ДЕСЯТЬ БАЛЛОВ ПО БОФОРТУ (Повести и рассказы) - Борис Воробьев
Шрифт:
Интервал:
Закладка:
— А где они, эти самолеты?
— Точно не установлено. Но если покумекать, догадаться можно. На острове три озера. Вот, вот и вот. Два, как видишь, так себе, лужи, а третье перспективное. Большое, а самое главное — вытянуто как по заказу. Факт?! И немаловажный, если учесть, что для разбега гидросамолету нужно не меньше километра. А теперь прикинь и сделай выводы. Здесь они, субчики, больше деваться им некуда!
— Когда планируется выход?
— Завтра в ночь. Срок, конечно, жесткий, но больше нам не дают. Положение на фронте крайне напряженное. Наши войска в Хингане испытывают невероятные трудности. Нет воды. Технику приходится тащить на руках. Но армия продолжает наступление, и флот не вправе тормозить его. — Начальник разведки посмотрел на часы: — Сейчас три сорок, и мы дадим людям доспать, но не позже полудня состав группы должен быть определен. Врать не буду: операция, прямо скажем, смертельная, поэтому пойдут только добровольцы. Пять-шесть человек, включая тебя. Людей ты знаешь, тебе и карты в руки. Отбери ребят поотчаянней. Не беспокойся лишь о радисте. Радиста тебе дают из штаба.
— Я благодарю начальство за заботу, — сказал Баландин, — но радист имеется. Классный. Проверенный и перепроверенный. И заменять его я не собираюсь.
— Не горячись, старлей. Горячность в нашем деле хуже чесотки. Ты куда идешь? В тыл. К японцам идешь, дурья твоя голова. А что ты знаешь по-японски, кроме «банзай»? Ничего не знаешь. И радист твой перепроверенный ничего не знает. Может, «языка» придется брать — что вы с ним делать будете? Кукарекать?

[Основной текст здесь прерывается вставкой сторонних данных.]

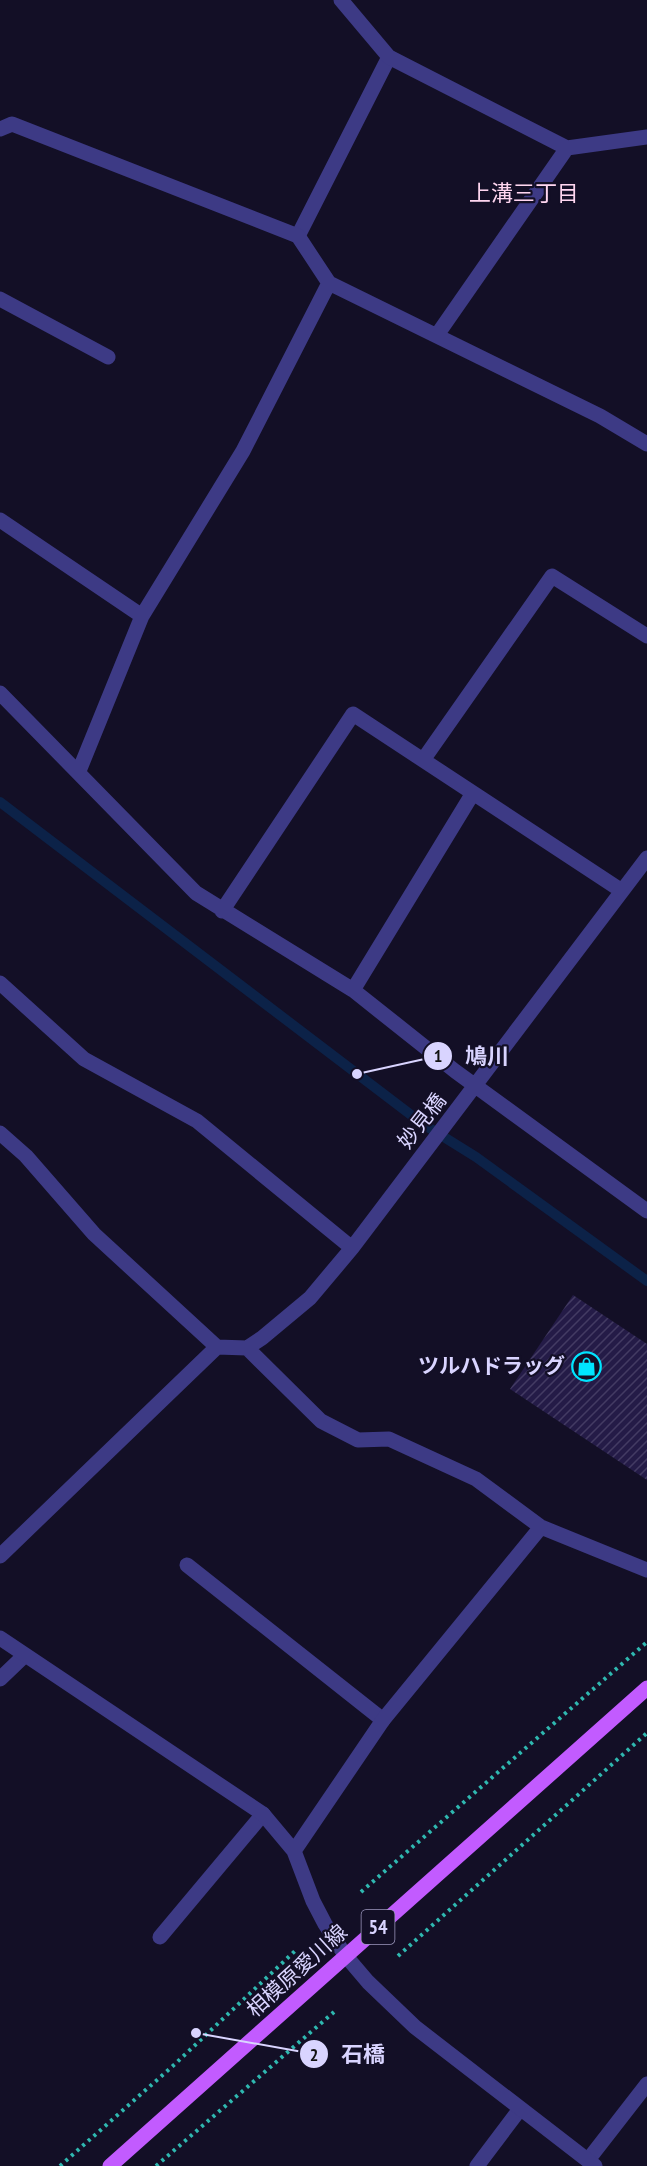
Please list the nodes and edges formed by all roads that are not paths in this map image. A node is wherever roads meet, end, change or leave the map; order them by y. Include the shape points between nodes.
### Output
1 (339, 0) edge
2 (389, 57) junction
3 (0, 129) edge
4 (647, 137) edge
5 (567, 148) junction
6 (298, 236) junction
7 (329, 283) junction
8 (0, 299) edge
9 (437, 334) junction
10 (108, 357) dead end
11 (647, 444) edge
12 (0, 519) edge
13 (142, 616) junction
14 (647, 636) edge
15 (0, 693) edge
16 (423, 760) junction
17 (79, 771) junction
18 (473, 793) junction
19 (647, 858) edge
20 (622, 891) junction
21 (222, 911) junction
22 (0, 983) edge
23 (353, 990) junction
24 (477, 1085) junction
25 (0, 1133) edge
26 (647, 1210) edge
27 (352, 1248) junction
28 (217, 1347) junction
29 (247, 1348) junction
30 (541, 1527) junction
31 (0, 1556) edge
32 (188, 1565) dead end
33 (647, 1570) edge
34 (0, 1638) edge
35 (24, 1656) junction
36 (0, 1680) edge
37 (647, 1688) edge
38 (382, 1720) junction
39 (263, 1815) junction
40 (294, 1851) junction
41 (160, 1937) dead end
42 (345, 1955) junction
43 (647, 2084) edge
44 (520, 2109) junction
45 (592, 2163) edge
46 (110, 2166) edge
47 (477, 2166) edge

1 - 2 street
2 - 5 street
2 - 6 street
3 - 6 street via 12,124
4 - 5 street
5 - 9 street
6 - 7 street
7 - 9 street
7 - 13 street via 243,451
8 - 10 street
9 - 11 street
12 - 13 street
13 - 17 street
14 - 16 street via 552,576
15 - 17 street
16 - 18 street
16 - 21 street via 353,714
17 - 21 street via 196,893
18 - 20 street
18 - 23 street
19 - 20 street, 妙見橋
20 - 24 street, 妙見橋
21 - 23 street
22 - 27 street via 84,1059 197,1121
23 - 24 street
24 - 26 street
24 - 27 street, 妙見橋
25 - 28 street via 26,1156 94,1234
27 - 29 street, 妙見橋 via 310,1298
28 - 29 street
28 - 31 street
29 - 30 street via 321,1421 358,1440 389,1439 476,1479
30 - 33 street
30 - 38 street
32 - 38 street
34 - 35 street
35 - 36 street
35 - 39 street
37 - 42 main road, 相模原愛川線 / 54
38 - 40 street
39 - 40 street
39 - 41 street
40 - 42 street via 313,1901
42 - 44 street via 416,2027
42 - 46 main road, 相模原愛川線 / 54
43 - 45 street
44 - 45 street
44 - 47 street

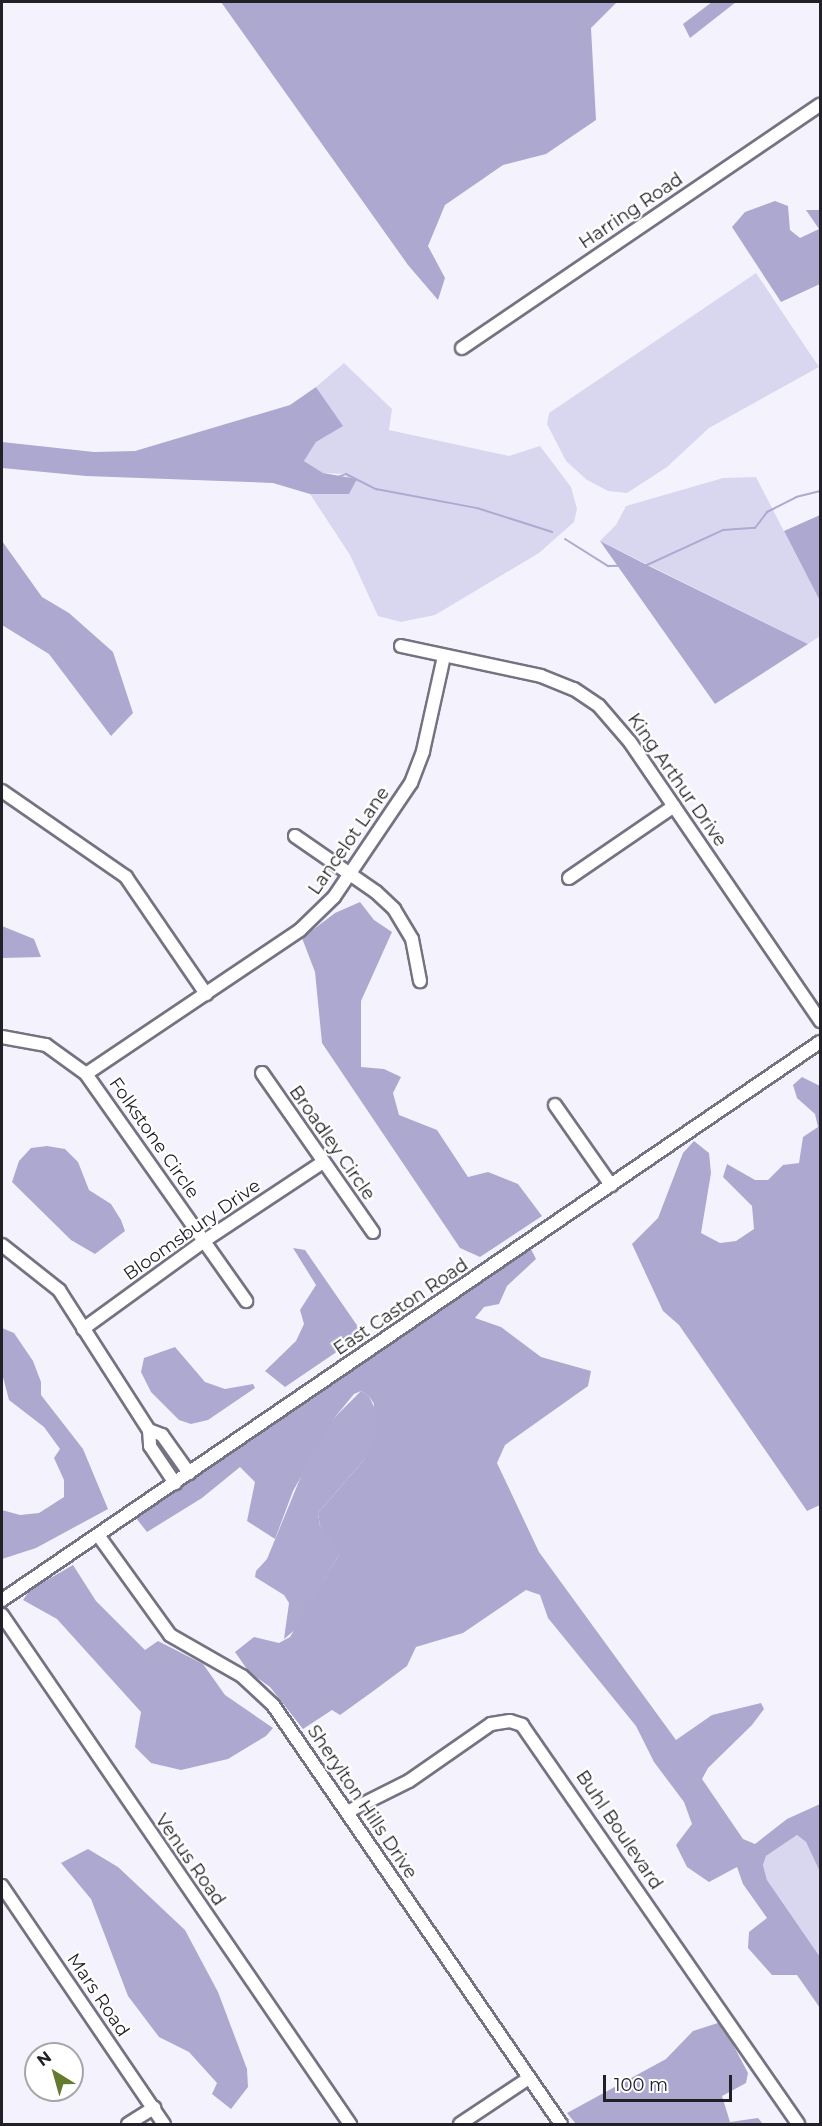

А мы тебе спеца даем. Мало того, что ключом, как дятел, стучит, еще и японский знает. А насчет проверенный или непроверенный можешь не сомневаться. Плохого не дадим.
Возразить было нечего. Да и незачем. Все возражения разбивались об один-единственный аргумент: из разведчиков действительно никто не знал японского. Но эта простая мысль даже не пришла Баландину в голову. Действуя в силу инерции, он ни на миг не задумался о том, что перед ними новый противник. Не немцы.
— Ладно, — сказал начальник разведки, наблюдавший всю гамму владевших Баландиным чувств, — вижу: понял. Тогда давай дальше. Высаживать вас придется с мотобота. Лучше бы с подлодки, но в тех условиях это дохлое дело. У острова сплошные банки[4] и почти восьмиметровая высота приливной волны. В проливах, кроме того, сильнейшие глубинные течения. Прет, как в трубу. Ну и мин они, конечно, набросали кругом. Так что лучше мотобота ничего не придумаешь. Осадка у него как у корыта, пройдет хоть по мелководью, хоть по минным полям. Ход, правда, маловат, но, как говорится, тише едешь — дальше будешь. Старшина бота предупрежден. Он, кстати, толковый мужик, так что ты в случае чего прислушивайся. Вот такие пироги, старлей… Есть вопросы?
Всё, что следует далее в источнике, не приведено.